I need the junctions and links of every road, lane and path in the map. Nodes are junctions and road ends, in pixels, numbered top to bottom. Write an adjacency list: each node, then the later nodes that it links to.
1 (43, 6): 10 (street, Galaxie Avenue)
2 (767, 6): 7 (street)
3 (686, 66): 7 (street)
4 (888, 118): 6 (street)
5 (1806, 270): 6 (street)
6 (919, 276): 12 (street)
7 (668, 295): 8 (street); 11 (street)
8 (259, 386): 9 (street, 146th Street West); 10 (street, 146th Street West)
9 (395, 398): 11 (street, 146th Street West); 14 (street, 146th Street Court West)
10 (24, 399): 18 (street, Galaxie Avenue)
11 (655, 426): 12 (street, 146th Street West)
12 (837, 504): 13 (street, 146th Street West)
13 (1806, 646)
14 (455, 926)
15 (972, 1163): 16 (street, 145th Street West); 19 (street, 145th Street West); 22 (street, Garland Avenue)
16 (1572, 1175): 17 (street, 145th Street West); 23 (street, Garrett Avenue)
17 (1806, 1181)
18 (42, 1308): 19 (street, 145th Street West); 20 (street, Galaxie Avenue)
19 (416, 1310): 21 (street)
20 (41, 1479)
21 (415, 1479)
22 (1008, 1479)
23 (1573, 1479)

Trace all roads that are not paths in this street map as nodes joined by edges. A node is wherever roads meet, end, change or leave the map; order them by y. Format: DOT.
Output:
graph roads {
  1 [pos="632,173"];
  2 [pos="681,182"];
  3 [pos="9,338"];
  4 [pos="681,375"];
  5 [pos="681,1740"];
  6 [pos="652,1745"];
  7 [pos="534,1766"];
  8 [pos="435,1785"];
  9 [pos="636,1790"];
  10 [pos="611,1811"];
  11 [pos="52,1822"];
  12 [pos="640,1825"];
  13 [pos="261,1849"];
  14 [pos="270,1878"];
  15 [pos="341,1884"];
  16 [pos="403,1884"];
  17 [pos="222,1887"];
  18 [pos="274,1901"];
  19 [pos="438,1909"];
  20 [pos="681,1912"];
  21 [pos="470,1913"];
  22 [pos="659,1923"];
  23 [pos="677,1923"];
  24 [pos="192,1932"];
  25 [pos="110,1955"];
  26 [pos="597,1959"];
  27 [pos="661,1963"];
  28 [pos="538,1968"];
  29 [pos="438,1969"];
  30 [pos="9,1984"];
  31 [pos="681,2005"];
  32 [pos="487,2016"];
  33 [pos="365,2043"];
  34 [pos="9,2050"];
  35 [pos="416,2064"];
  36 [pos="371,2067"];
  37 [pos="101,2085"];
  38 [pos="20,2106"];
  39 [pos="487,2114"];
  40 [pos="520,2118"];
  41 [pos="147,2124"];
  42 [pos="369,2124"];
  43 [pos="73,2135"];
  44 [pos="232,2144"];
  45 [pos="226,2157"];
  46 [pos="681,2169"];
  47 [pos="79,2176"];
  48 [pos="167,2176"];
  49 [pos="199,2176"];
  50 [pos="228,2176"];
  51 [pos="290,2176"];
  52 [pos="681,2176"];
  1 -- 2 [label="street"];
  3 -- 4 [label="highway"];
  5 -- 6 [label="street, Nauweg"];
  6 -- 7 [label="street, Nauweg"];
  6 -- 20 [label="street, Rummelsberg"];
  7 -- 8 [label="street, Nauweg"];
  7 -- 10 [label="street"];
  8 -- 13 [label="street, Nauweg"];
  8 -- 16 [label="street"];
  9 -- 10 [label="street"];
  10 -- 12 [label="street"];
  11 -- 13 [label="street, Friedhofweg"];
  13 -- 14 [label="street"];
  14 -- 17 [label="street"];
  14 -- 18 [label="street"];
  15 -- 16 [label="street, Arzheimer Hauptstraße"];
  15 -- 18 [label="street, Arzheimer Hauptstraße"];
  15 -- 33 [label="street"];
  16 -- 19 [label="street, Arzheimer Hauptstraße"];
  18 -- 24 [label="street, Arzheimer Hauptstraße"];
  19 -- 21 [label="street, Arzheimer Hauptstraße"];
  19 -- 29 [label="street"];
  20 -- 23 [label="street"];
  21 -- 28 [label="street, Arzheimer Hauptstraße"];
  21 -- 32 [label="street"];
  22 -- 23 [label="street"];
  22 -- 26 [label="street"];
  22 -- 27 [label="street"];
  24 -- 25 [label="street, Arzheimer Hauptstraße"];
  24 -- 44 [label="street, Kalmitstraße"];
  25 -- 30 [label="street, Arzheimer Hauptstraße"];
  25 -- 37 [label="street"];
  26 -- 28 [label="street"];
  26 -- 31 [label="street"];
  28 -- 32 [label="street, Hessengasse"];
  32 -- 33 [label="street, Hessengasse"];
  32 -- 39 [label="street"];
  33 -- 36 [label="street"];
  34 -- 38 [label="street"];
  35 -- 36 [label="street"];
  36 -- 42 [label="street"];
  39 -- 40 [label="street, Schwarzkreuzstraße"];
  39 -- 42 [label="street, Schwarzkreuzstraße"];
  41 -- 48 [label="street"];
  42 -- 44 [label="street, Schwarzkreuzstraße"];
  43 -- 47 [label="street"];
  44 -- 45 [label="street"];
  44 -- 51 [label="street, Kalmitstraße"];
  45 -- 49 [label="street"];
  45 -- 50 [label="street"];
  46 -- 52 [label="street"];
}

——

AIM OF THE TASK:
Answer with one number: how many lines in the listing hold "node".

TASK OUTPUT:
2